Bills Introduced This Week
Senate Majority Leader Harry Reid (D-NV) introduced the Foreclosure Prevention Act of 2008 (S.2636). S.2636 includes changes to the bankruptcy code to allow bankruptcy judges to modify residential mortgage loans in bankruptcy proceedings. The bill would also allow the proceeds of qualified mortgage revenue bonds (MRBs) to be used for refinancings and for multi-family housing. It would provide an additional $10 billion increase in the private-activity bond volume cap for MRBs 2008, and would allow it to be carried over for two years; and would exempt MRBs issued after the date of enactment and before January 1, 2011 from the alternative minimum tax (AMT). The Foreclosure Prevention Act also includes additional funding for housing counseling and Community Block Development Grants (CBDG), a five-year carryback of net-operating losses incurred in 2006, 2007 and 2008, and would require lenders to give firm disclosures about the mortgage terms at least seven business days before closing. The Senate is expected to consider S.2636 during the week of February 25.

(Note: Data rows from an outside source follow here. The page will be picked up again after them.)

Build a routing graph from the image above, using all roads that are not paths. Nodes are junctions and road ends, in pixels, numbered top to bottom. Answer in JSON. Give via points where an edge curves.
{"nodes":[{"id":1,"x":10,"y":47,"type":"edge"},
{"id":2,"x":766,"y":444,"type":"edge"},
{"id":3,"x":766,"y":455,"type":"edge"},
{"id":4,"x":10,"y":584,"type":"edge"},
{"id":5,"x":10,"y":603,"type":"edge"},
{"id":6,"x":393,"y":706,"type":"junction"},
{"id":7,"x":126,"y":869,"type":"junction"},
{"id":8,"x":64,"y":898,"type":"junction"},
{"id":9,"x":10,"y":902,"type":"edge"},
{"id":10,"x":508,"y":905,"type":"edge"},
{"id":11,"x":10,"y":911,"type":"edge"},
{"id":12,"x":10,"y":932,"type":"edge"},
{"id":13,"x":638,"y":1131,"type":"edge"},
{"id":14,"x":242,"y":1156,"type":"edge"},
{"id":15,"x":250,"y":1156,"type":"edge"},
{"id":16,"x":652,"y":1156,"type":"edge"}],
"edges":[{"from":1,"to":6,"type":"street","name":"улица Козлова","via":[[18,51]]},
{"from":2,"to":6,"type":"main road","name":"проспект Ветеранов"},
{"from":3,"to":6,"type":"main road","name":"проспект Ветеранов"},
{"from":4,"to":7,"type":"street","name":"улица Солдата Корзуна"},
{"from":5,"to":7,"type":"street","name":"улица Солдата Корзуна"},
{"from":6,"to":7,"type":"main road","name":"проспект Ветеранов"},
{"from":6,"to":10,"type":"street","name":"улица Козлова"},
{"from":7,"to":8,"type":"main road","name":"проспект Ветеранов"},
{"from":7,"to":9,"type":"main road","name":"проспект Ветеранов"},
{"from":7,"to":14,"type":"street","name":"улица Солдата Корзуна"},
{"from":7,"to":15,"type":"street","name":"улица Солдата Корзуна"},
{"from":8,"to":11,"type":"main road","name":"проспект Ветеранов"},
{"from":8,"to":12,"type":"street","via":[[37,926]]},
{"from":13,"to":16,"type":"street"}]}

House Ways and Means Chairman Charles Rangel (D-NY) and thirty-two Democrats introduced energy tax legislation (H.R.5351) that would extend and modify several energy-related tax provisions, including a three-year extension of the section 45 production tax credit, would repeal several current-law tax incentives for oil and gas companies, and would require the Treasury Department to study which existing tax provisions contribute to carbon and greenhouse gas emissions. The Renewable Energy and Energy Conservation Tax Act authorizes $2 billion of new clean renewable energy bonds (CREBs) for public power providers and electric cooperatives and creates a new category of tax credit bonds for green community programs and initiatives designed to reduce greenhouse gas emissions. The bill also requires Davis-Bacon labor standards apply to any project financed with tax-credit bonds. The House is expected to consider H.R.5351 when it returns from the President’s Day recess.